# WORK ORDER
Make a word-for-word copy of the entries below from their first line through the line with "Digitize the connectivity", and add nothing.

# Items listed in a dataset
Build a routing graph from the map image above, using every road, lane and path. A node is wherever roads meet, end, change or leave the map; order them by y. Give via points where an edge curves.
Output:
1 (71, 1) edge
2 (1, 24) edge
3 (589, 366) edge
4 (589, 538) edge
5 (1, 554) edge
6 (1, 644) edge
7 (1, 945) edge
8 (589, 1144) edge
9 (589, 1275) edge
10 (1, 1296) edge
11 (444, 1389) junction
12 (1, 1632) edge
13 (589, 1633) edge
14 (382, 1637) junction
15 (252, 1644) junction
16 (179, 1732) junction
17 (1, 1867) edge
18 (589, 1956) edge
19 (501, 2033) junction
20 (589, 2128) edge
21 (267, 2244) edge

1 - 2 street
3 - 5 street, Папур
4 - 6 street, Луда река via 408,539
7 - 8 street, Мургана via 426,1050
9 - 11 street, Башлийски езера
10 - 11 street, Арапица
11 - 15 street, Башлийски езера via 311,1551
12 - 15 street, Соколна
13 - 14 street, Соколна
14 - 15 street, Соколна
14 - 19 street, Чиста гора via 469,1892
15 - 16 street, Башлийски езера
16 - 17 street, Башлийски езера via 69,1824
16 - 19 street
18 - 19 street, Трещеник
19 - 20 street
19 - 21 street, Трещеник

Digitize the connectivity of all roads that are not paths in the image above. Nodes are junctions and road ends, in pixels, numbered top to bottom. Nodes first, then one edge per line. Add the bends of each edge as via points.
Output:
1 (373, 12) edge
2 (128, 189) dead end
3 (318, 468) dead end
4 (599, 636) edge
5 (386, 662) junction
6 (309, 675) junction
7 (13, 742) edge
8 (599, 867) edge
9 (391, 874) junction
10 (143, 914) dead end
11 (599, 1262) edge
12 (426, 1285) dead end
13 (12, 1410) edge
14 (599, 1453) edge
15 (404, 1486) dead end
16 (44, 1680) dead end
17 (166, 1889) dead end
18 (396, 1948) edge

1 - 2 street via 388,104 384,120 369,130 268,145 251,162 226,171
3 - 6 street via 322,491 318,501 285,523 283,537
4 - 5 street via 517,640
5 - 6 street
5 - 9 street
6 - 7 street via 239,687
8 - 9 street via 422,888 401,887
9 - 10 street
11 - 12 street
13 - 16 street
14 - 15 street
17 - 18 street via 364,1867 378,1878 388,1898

# SOLUTION
Build a routing graph from the map image above, using every road, lane and path. A node is wherever roads meet, end, change or leave the map; order them by y. Give via points where an edge curves.
Output:
1 (71, 1) edge
2 (1, 24) edge
3 (589, 366) edge
4 (589, 538) edge
5 (1, 554) edge
6 (1, 644) edge
7 (1, 945) edge
8 (589, 1144) edge
9 (589, 1275) edge
10 (1, 1296) edge
11 (444, 1389) junction
12 (1, 1632) edge
13 (589, 1633) edge
14 (382, 1637) junction
15 (252, 1644) junction
16 (179, 1732) junction
17 (1, 1867) edge
18 (589, 1956) edge
19 (501, 2033) junction
20 (589, 2128) edge
21 (267, 2244) edge

1 - 2 street
3 - 5 street, Папур
4 - 6 street, Луда река via 408,539
7 - 8 street, Мургана via 426,1050
9 - 11 street, Башлийски езера
10 - 11 street, Арапица
11 - 15 street, Башлийски езера via 311,1551
12 - 15 street, Соколна
13 - 14 street, Соколна
14 - 15 street, Соколна
14 - 19 street, Чиста гора via 469,1892
15 - 16 street, Башлийски езера
16 - 17 street, Башлийски езера via 69,1824
16 - 19 street
18 - 19 street, Трещеник
19 - 20 street
19 - 21 street, Трещеник

Digitize the connectivity of all roads that are not paths in the image above. Nodes are junctions and road ends, in pixels, numbered top to bottom. Nodes first, then one edge per line. Add the bends of each edge as via points.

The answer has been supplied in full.